Antes de se tornarem Roupa Nova, Os Famks lançaram onze discos de covers com o pseudônimo Os Motokas. Cada disco trazia na capa uma gata de biquíni montada em uma motocicleta (o volume 9 exibia Myrian Rios) e trinta músicas, divididas em dez medleys. Certa faixa podia começar com Lady Laura, de Roberto Carlos, e terminar com A Veces Tu, a Veces Yo, de Julio Iglesias, ou misturar Como Vovó Já Dizia, de Raul Seixas, com Kung Fu Fighting, o clássico da discoteca gravado por Carl Douglas. “No mesmo disco, eu tinha de imitar o Julio Iglesias, o Benito di Paula e o Genival Lacerda”, conta o cantor Paulinho, do Roupa Nova. Para os vocais femininos, Os Famks tinham a ajuda de cantoras como Claudia Telles, Lílian (da dupla Leno e Lílian) e Jane Duboc.

No começo da década de 80, já com o novo nome, o grupo passou a trabalhar para a TV Globo, em temas de programas como Jornal Nacional e Chico City. Gravaram também a antológica abertura do Cassino do Chacrinha (“Abelardo Barbosa/Está com tudo e não está prosa”) e o Tema da Vitória, canção instrumental composta pelo maestro Eduardo Souto Neto que acabou associada ao piloto Ayrton Senna.



Os Carbonos e Os Famks permanecem como heróis anônimos do pop brasileiro, sem créditos em discos nem menções em enciclopédias. Como ocorreu com muitos músicos de estúdio e compositores de aluguel, sempre atuaram nos bastidores, sem o reconhecimento do público. E os fãs raramente descobriram os mistérios detrás de muitas músicas. Ao menos no Brasil.

Um caso raro – talvez único – em que as maquinações da indústria musical vieram à luz foi o escândalo envolvendo o grupo pop Milli Vanilli. Criado em 1988 pelo produtor alemão Frank Farian, o Milli Vanilli era formado por dois dançarinos e modelos, o francês Fab Morvan e o alemão Rob Pilatus. O primeiro disco da dupla, Girl You Know It’s True, foi um grande sucesso no mundo todo e ganhou um prêmio Grammy de artista revelação.

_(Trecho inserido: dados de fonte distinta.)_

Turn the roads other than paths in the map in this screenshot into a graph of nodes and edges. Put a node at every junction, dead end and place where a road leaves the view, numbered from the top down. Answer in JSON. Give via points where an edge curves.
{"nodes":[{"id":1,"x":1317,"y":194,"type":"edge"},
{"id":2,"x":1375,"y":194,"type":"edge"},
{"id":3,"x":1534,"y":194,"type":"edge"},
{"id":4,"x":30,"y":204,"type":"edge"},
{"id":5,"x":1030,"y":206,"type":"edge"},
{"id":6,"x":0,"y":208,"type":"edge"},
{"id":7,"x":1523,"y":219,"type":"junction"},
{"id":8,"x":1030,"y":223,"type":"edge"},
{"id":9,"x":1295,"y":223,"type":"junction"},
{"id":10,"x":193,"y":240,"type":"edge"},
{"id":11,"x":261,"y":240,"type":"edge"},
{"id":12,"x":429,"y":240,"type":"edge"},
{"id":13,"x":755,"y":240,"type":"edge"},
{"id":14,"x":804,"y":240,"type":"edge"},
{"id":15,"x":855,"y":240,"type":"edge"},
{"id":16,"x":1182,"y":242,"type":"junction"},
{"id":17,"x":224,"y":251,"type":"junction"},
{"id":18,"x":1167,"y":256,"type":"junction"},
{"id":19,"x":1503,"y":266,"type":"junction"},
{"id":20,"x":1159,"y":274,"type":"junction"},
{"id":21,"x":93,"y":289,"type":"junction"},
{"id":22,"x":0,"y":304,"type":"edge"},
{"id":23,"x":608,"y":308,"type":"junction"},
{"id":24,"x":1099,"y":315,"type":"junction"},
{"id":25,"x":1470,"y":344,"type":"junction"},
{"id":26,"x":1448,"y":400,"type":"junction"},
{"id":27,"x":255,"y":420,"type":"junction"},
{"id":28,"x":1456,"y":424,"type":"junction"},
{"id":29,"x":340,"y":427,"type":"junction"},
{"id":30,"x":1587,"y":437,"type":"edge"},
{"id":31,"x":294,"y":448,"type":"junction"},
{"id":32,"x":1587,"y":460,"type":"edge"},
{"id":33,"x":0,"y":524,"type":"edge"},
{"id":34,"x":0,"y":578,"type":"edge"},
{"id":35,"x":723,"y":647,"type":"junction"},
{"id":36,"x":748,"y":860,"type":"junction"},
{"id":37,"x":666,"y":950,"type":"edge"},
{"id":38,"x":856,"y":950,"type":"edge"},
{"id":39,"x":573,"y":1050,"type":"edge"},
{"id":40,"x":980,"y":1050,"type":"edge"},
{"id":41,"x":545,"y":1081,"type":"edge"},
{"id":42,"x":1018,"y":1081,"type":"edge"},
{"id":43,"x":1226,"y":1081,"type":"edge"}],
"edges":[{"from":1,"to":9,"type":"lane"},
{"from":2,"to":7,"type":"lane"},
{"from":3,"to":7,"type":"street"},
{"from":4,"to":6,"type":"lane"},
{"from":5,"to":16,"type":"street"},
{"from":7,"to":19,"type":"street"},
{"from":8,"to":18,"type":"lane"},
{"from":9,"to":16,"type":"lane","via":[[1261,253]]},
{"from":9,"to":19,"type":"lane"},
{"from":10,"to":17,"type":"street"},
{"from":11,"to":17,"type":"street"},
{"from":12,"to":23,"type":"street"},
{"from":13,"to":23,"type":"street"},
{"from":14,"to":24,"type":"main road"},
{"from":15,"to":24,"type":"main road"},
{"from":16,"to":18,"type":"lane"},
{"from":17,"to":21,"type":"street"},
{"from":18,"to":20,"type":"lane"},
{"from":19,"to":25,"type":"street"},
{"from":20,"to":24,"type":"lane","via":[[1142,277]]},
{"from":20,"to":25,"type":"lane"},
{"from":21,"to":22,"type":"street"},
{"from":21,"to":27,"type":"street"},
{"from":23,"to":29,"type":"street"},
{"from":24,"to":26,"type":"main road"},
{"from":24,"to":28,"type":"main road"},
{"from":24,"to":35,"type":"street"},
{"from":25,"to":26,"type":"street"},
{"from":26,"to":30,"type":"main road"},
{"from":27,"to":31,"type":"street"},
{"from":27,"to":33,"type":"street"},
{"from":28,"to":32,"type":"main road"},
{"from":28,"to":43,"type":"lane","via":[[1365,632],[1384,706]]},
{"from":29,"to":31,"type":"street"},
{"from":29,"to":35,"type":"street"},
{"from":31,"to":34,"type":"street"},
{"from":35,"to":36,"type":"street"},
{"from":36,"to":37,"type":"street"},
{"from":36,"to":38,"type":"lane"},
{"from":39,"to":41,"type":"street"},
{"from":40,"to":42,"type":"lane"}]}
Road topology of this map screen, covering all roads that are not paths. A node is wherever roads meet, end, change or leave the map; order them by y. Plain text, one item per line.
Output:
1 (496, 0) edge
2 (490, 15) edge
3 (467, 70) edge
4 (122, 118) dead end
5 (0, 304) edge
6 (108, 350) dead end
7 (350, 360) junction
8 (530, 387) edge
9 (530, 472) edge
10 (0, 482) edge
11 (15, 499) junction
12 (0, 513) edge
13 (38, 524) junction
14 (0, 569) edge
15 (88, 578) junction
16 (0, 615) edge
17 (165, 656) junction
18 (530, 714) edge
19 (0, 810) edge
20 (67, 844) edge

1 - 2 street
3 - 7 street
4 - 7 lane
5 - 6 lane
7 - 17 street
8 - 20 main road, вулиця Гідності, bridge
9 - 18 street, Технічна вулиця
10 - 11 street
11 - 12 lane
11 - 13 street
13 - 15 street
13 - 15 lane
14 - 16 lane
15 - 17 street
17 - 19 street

O triunfo virou vergonha quando se descobriu o que muita gente já desconfiava: Fab e Rob não haviam cantado no disco. A farsa começou a desmoronar durante um show transmitido pela MTV – um problema no CD com os vocais fez a música pular, enquanto Fab e Rob continuavam a dançar e a cantar como se nada estivesse acontecendo. Para piorar a situação, Rob afirmou em entrevistas que era mais talentoso que Paul McCartney e Bob Dylan. Humilhados pela revelação de que não passavam de impostores, os dois modelos tiveram de devolver o Grammy. Rob morreria em 1998, de overdose de drogas e álcool, depois de passar alguns meses na cadeia por roubo. Fab continuaria cantando e lançando discos, mas sem o sucesso que obteve na época do Milli Vanilli.

Embora seja segredo de alguns poucos, o Brasil também teve seu Milli Vanilli: os primeiros discos dos Los Maneros, um trio pop formado em São Paulo nos anos 80 e que fez muito sucesso em programas de tevê, foram quase todos gravados pelos Carbonos. E uma pessoa que esteve presente em sessões de gravação dos discos dos grupos Blitz e Sempre Livre garante que boa parte deles foi executada pelo Roupa Nova.